CISA Moves Toward Finalizing CIRCIA Reporting Requirements for Critical Infrastructure
The Cybersecurity and Infrastructure Security Agency (CISA) is in the midst of conducting town-hall meetings in advance of finalizing the rules implementing the Cyber Incident Reporting for Critical Infrastructure Act of 2022, or CIRCIA.
The rules will require covered entities to report “covered cyber incidents” to CISA within 72 hours and ransom payments within 24 hours. Covered entities’ reporting requirements will extend to incidents originating from supply-chain compromises and third-party vendors, such as cloud and managed service providers.
Companies that are potentially covered should evaluate whether to contribute to the rule-making process and start updating their cyber incident response planning to account for the new requirements, which have short deadlines and demand substantial detail.
Critical infrastructure includes the Chemical, Commercial Facilities, Communications, Critical Manufacturing, Dams, Defense Industrial Base, Emergency Services, Energy, Financial Services, Government Facilities, Food & Agriculture, Healthcare & Public Health, Information Technology, Nuclear Power, Transportation, and Water & Wastewater sectors.
The anticipated topics of discussion in the town-hall meetings include criteria to determine which entities will be subject to new reporting requirements and what information they will have to submit.
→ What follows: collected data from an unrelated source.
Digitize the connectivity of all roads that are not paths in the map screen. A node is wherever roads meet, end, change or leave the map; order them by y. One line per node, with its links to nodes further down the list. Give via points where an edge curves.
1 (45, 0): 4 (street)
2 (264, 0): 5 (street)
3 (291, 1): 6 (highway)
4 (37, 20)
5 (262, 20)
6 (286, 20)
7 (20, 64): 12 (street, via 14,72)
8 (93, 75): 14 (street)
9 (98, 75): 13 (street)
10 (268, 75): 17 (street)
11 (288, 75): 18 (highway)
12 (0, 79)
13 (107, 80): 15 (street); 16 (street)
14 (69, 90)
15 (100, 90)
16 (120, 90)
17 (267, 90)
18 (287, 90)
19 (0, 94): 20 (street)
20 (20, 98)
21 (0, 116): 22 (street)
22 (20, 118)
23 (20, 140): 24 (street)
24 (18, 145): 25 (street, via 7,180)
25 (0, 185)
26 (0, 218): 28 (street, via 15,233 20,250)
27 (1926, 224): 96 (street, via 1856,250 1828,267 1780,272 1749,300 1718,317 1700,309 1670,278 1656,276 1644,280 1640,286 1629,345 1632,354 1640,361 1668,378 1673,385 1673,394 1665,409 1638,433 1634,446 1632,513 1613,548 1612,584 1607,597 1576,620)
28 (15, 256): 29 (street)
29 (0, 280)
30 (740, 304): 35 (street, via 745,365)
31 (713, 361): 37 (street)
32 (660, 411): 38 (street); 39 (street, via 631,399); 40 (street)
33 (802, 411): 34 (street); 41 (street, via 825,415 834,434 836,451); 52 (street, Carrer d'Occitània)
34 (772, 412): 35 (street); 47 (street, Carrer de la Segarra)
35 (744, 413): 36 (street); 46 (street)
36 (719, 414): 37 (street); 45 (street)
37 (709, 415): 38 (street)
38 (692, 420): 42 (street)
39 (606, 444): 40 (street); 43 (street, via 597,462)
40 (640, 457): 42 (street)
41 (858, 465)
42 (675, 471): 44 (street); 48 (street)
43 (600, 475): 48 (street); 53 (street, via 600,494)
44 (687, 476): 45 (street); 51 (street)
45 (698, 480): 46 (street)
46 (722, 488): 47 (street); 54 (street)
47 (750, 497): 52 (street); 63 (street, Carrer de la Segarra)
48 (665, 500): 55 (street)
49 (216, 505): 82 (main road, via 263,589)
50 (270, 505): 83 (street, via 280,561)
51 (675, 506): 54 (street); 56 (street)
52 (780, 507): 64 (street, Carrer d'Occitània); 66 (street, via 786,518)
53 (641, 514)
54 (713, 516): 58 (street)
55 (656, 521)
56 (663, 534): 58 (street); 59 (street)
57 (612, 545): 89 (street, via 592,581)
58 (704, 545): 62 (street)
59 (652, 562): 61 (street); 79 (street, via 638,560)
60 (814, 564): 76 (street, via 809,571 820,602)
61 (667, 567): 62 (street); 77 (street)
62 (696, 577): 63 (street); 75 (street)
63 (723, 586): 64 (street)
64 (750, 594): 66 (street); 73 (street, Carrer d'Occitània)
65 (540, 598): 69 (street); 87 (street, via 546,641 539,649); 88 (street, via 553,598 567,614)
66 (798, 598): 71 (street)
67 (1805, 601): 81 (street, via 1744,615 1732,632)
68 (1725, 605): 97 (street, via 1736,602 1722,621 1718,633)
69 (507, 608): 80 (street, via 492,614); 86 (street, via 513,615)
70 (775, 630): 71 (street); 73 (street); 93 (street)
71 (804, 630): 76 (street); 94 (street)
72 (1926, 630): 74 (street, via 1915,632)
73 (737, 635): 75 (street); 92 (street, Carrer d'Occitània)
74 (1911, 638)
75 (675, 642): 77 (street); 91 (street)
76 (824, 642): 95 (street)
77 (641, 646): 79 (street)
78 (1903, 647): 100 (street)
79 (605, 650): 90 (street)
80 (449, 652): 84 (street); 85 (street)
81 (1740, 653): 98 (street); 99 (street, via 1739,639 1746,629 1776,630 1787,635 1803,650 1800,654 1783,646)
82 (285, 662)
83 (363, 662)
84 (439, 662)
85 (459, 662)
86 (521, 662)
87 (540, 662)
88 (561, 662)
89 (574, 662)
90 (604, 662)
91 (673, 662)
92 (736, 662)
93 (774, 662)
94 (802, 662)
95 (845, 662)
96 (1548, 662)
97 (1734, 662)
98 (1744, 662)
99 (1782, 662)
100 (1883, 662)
CIRCIA’s deadlines are tight, and the amount of technical information that CISA requires is substantial and detailed (even without thinking about CISA’s own cybersecurity mishaps).
CISA’s proposed rules include two sets of criteria for entities “in a critical infrastructure sector.” Under CISA’s proposal, an entity does not have to own or operate critical infrastructure systems or assets to be “in” a critical infrastructure sector. Rather, entities that “are active participants in critical infrastructure sectors and communities” can be considered to operate “in” a critical infrastructure sector. More guidance is available based on each sector’s Sector-Specific Plan (SSP).
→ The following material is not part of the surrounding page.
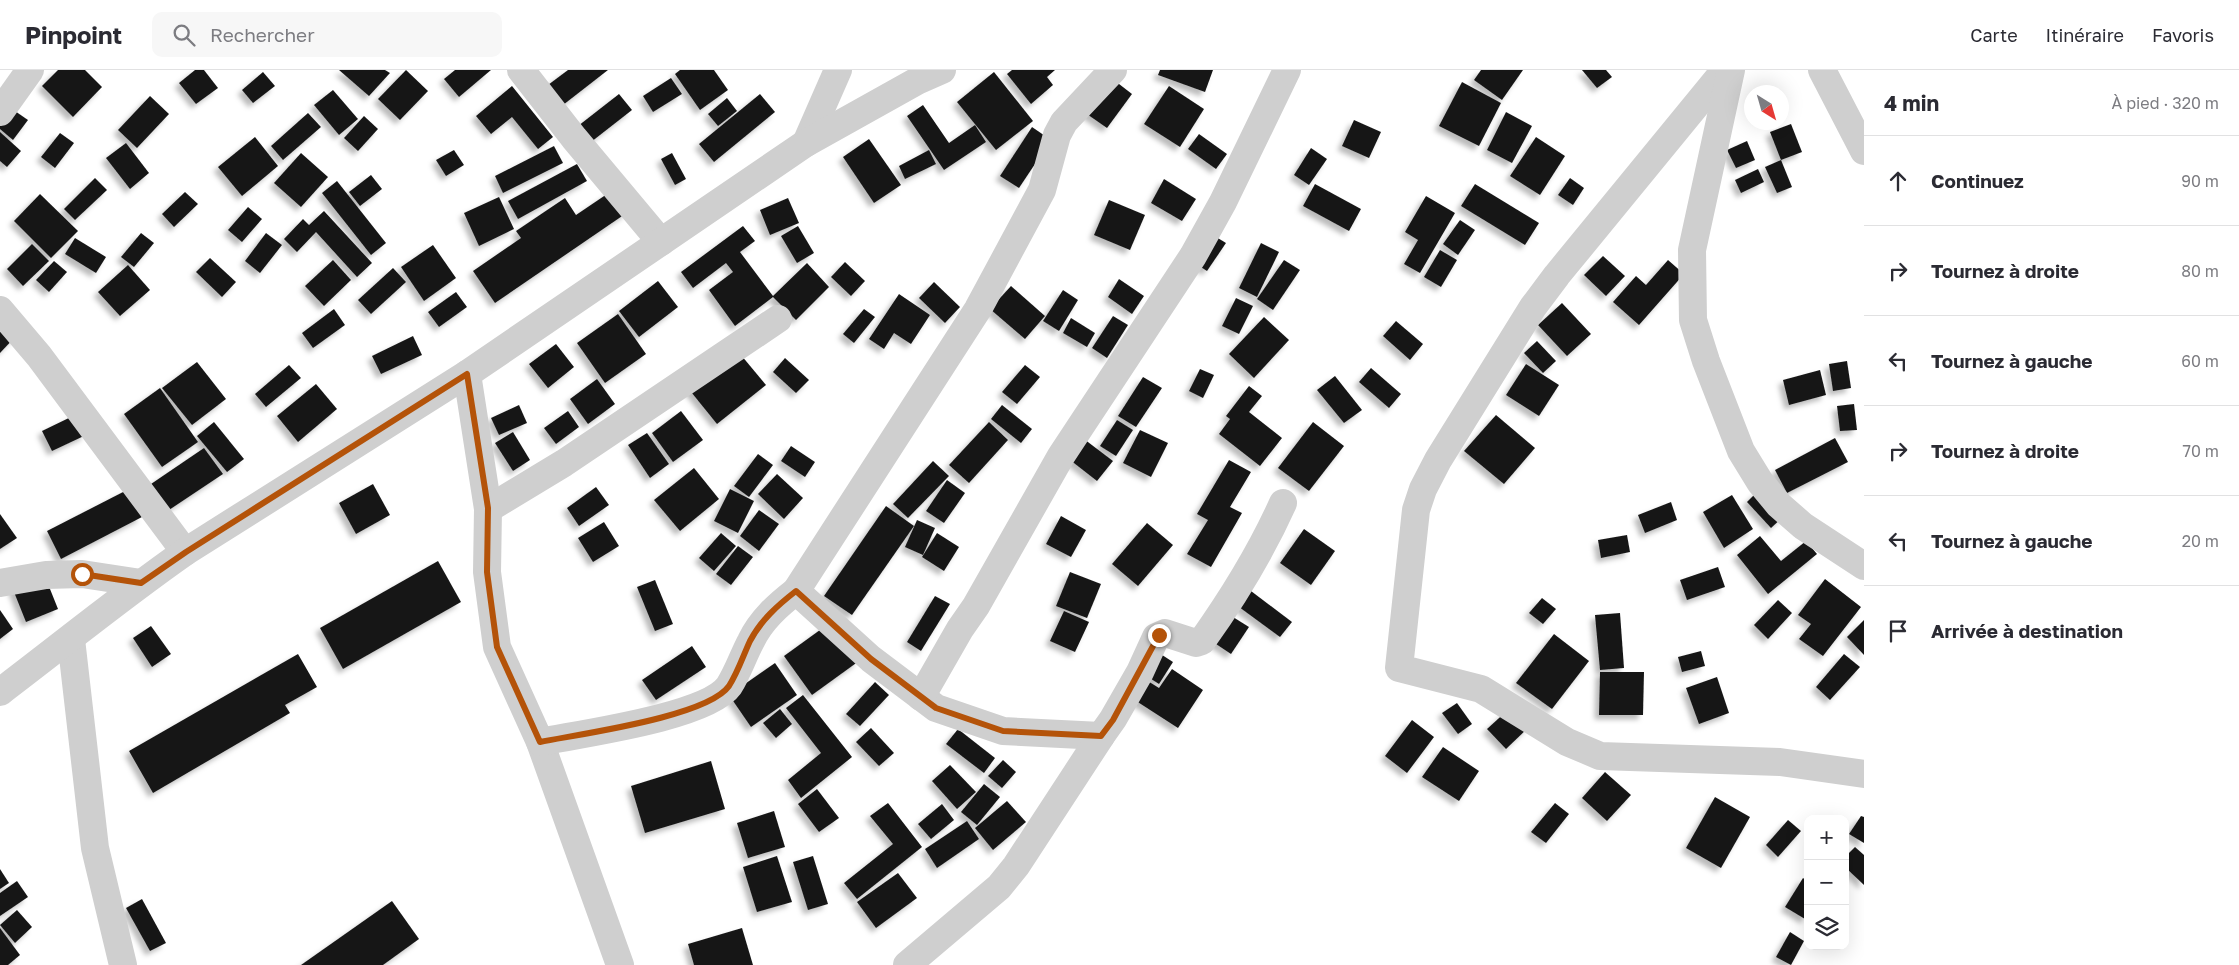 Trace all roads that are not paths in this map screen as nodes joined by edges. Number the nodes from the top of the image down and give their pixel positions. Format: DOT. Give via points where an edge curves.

An entity “in” a critical infrastructure sector will be subject to the rules if it either exceeds the Small Business Administration threshold for its industry or, for most critical infrastructure sectors, meets a sector-based criterion. Neither set of criteria has been finalized, and CISA is currently accepting feedback through the town-hall meetings.
Notably, the proposed rules apply the reporting requirements to entities, not to particular systems or assets. As a result, if any part of an entity is subject to the sector-based criteria in the proposed rule, the entire entity is subject to the reporting requirements.
None of these scoping or definitional provisions have been finalized, and the town-hall meetings provide an opportunity for industry to have input. But companies that do business in or near a critical infrastructure sector should start evaluating their reporting obligations, particularly taking into account that the obligation extends to the entire entity, not just critical infrastructure assets. And companies that anticipate falling within the scope of the CIRCIA rules should start reviewing and updating their incident response plans to account for the new reporting regime.